Excerpts from a dataset
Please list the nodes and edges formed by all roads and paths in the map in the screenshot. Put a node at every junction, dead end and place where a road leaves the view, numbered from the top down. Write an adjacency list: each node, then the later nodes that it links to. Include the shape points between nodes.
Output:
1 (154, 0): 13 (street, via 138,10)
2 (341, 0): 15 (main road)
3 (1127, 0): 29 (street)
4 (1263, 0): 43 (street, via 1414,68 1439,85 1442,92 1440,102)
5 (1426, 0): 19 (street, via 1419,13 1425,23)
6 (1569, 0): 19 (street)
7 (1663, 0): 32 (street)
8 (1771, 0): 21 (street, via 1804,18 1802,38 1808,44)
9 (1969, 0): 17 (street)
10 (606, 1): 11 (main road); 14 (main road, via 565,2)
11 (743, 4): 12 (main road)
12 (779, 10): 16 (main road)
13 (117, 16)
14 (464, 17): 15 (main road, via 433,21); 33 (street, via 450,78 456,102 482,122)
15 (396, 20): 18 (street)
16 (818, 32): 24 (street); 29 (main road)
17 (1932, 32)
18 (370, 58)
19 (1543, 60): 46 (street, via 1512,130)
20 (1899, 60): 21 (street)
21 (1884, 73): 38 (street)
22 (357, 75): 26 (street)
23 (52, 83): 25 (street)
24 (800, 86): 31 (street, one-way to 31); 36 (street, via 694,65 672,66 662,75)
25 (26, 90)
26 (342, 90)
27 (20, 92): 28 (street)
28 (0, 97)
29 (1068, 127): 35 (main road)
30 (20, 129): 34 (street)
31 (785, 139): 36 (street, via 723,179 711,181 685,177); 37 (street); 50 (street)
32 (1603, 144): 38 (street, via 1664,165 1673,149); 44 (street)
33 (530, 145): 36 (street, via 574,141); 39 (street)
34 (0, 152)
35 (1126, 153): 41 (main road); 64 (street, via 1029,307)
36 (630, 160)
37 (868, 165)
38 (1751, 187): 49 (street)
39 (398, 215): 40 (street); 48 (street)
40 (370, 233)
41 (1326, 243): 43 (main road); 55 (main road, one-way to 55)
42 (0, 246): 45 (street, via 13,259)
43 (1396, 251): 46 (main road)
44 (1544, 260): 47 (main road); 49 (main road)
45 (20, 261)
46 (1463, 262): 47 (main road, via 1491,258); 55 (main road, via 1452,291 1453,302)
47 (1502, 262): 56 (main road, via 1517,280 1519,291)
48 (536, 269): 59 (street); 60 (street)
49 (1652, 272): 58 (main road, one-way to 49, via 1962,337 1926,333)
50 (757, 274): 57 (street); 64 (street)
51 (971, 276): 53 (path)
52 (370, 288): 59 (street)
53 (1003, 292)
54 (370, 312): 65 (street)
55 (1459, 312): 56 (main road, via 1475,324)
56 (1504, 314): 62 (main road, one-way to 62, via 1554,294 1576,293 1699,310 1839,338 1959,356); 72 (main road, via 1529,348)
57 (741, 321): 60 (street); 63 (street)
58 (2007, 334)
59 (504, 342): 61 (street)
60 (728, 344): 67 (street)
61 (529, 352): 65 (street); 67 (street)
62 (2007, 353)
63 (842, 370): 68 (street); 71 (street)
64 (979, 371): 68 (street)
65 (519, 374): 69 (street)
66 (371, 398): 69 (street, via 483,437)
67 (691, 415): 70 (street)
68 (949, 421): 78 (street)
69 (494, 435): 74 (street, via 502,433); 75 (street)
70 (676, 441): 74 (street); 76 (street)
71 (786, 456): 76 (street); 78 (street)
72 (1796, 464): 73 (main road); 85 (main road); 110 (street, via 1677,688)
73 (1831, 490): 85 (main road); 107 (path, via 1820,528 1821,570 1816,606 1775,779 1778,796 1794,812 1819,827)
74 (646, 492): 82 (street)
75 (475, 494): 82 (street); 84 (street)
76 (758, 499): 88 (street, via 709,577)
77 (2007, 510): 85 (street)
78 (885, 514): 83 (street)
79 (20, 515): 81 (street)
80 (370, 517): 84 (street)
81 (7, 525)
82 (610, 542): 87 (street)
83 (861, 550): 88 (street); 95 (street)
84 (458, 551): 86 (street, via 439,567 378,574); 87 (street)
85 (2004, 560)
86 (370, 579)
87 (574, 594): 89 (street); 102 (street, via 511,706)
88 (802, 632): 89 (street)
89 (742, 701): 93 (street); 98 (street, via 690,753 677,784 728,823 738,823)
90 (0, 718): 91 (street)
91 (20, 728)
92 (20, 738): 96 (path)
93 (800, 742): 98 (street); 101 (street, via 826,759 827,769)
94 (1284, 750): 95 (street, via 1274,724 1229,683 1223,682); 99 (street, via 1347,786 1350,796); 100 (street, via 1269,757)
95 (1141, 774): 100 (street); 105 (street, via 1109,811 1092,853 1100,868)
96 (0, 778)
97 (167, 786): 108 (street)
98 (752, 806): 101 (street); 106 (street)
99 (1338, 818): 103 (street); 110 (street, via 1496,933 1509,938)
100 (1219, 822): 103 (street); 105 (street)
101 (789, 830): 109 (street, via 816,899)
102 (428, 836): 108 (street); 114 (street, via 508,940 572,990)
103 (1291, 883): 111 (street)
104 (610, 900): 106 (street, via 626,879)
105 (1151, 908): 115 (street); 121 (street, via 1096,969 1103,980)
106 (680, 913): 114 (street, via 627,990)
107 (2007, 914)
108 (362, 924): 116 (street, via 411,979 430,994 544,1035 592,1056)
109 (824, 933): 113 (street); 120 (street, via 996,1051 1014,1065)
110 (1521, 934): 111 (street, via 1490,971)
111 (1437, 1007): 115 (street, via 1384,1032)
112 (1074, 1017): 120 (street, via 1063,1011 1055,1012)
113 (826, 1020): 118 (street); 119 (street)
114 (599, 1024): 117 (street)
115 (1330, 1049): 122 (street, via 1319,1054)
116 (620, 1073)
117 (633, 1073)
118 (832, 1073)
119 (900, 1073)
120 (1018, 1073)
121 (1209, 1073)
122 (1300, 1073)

*Problem statement*. All of the entries above should be written out again exactly.

*Your response*.
Please list the nodes and edges formed by all roads and paths in the map in the screenshot. Put a node at every junction, dead end and place where a road leaves the view, numbered from the top down. Write an adjacency list: each node, then the later nodes that it links to. Include the shape points between nodes.
Output:
1 (154, 0): 13 (street, via 138,10)
2 (341, 0): 15 (main road)
3 (1127, 0): 29 (street)
4 (1263, 0): 43 (street, via 1414,68 1439,85 1442,92 1440,102)
5 (1426, 0): 19 (street, via 1419,13 1425,23)
6 (1569, 0): 19 (street)
7 (1663, 0): 32 (street)
8 (1771, 0): 21 (street, via 1804,18 1802,38 1808,44)
9 (1969, 0): 17 (street)
10 (606, 1): 11 (main road); 14 (main road, via 565,2)
11 (743, 4): 12 (main road)
12 (779, 10): 16 (main road)
13 (117, 16)
14 (464, 17): 15 (main road, via 433,21); 33 (street, via 450,78 456,102 482,122)
15 (396, 20): 18 (street)
16 (818, 32): 24 (street); 29 (main road)
17 (1932, 32)
18 (370, 58)
19 (1543, 60): 46 (street, via 1512,130)
20 (1899, 60): 21 (street)
21 (1884, 73): 38 (street)
22 (357, 75): 26 (street)
23 (52, 83): 25 (street)
24 (800, 86): 31 (street, one-way to 31); 36 (street, via 694,65 672,66 662,75)
25 (26, 90)
26 (342, 90)
27 (20, 92): 28 (street)
28 (0, 97)
29 (1068, 127): 35 (main road)
30 (20, 129): 34 (street)
31 (785, 139): 36 (street, via 723,179 711,181 685,177); 37 (street); 50 (street)
32 (1603, 144): 38 (street, via 1664,165 1673,149); 44 (street)
33 (530, 145): 36 (street, via 574,141); 39 (street)
34 (0, 152)
35 (1126, 153): 41 (main road); 64 (street, via 1029,307)
36 (630, 160)
37 (868, 165)
38 (1751, 187): 49 (street)
39 (398, 215): 40 (street); 48 (street)
40 (370, 233)
41 (1326, 243): 43 (main road); 55 (main road, one-way to 55)
42 (0, 246): 45 (street, via 13,259)
43 (1396, 251): 46 (main road)
44 (1544, 260): 47 (main road); 49 (main road)
45 (20, 261)
46 (1463, 262): 47 (main road, via 1491,258); 55 (main road, via 1452,291 1453,302)
47 (1502, 262): 56 (main road, via 1517,280 1519,291)
48 (536, 269): 59 (street); 60 (street)
49 (1652, 272): 58 (main road, one-way to 49, via 1962,337 1926,333)
50 (757, 274): 57 (street); 64 (street)
51 (971, 276): 53 (path)
52 (370, 288): 59 (street)
53 (1003, 292)
54 (370, 312): 65 (street)
55 (1459, 312): 56 (main road, via 1475,324)
56 (1504, 314): 62 (main road, one-way to 62, via 1554,294 1576,293 1699,310 1839,338 1959,356); 72 (main road, via 1529,348)
57 (741, 321): 60 (street); 63 (street)
58 (2007, 334)
59 (504, 342): 61 (street)
60 (728, 344): 67 (street)
61 (529, 352): 65 (street); 67 (street)
62 (2007, 353)
63 (842, 370): 68 (street); 71 (street)
64 (979, 371): 68 (street)
65 (519, 374): 69 (street)
66 (371, 398): 69 (street, via 483,437)
67 (691, 415): 70 (street)
68 (949, 421): 78 (street)
69 (494, 435): 74 (street, via 502,433); 75 (street)
70 (676, 441): 74 (street); 76 (street)
71 (786, 456): 76 (street); 78 (street)
72 (1796, 464): 73 (main road); 85 (main road); 110 (street, via 1677,688)
73 (1831, 490): 85 (main road); 107 (path, via 1820,528 1821,570 1816,606 1775,779 1778,796 1794,812 1819,827)
74 (646, 492): 82 (street)
75 (475, 494): 82 (street); 84 (street)
76 (758, 499): 88 (street, via 709,577)
77 (2007, 510): 85 (street)
78 (885, 514): 83 (street)
79 (20, 515): 81 (street)
80 (370, 517): 84 (street)
81 (7, 525)
82 (610, 542): 87 (street)
83 (861, 550): 88 (street); 95 (street)
84 (458, 551): 86 (street, via 439,567 378,574); 87 (street)
85 (2004, 560)
86 (370, 579)
87 (574, 594): 89 (street); 102 (street, via 511,706)
88 (802, 632): 89 (street)
89 (742, 701): 93 (street); 98 (street, via 690,753 677,784 728,823 738,823)
90 (0, 718): 91 (street)
91 (20, 728)
92 (20, 738): 96 (path)
93 (800, 742): 98 (street); 101 (street, via 826,759 827,769)
94 (1284, 750): 95 (street, via 1274,724 1229,683 1223,682); 99 (street, via 1347,786 1350,796); 100 (street, via 1269,757)
95 (1141, 774): 100 (street); 105 (street, via 1109,811 1092,853 1100,868)
96 (0, 778)
97 (167, 786): 108 (street)
98 (752, 806): 101 (street); 106 (street)
99 (1338, 818): 103 (street); 110 (street, via 1496,933 1509,938)
100 (1219, 822): 103 (street); 105 (street)
101 (789, 830): 109 (street, via 816,899)
102 (428, 836): 108 (street); 114 (street, via 508,940 572,990)
103 (1291, 883): 111 (street)
104 (610, 900): 106 (street, via 626,879)
105 (1151, 908): 115 (street); 121 (street, via 1096,969 1103,980)
106 (680, 913): 114 (street, via 627,990)
107 (2007, 914)
108 (362, 924): 116 (street, via 411,979 430,994 544,1035 592,1056)
109 (824, 933): 113 (street); 120 (street, via 996,1051 1014,1065)
110 (1521, 934): 111 (street, via 1490,971)
111 (1437, 1007): 115 (street, via 1384,1032)
112 (1074, 1017): 120 (street, via 1063,1011 1055,1012)
113 (826, 1020): 118 (street); 119 (street)
114 (599, 1024): 117 (street)
115 (1330, 1049): 122 (street, via 1319,1054)
116 (620, 1073)
117 (633, 1073)
118 (832, 1073)
119 (900, 1073)
120 (1018, 1073)
121 (1209, 1073)
122 (1300, 1073)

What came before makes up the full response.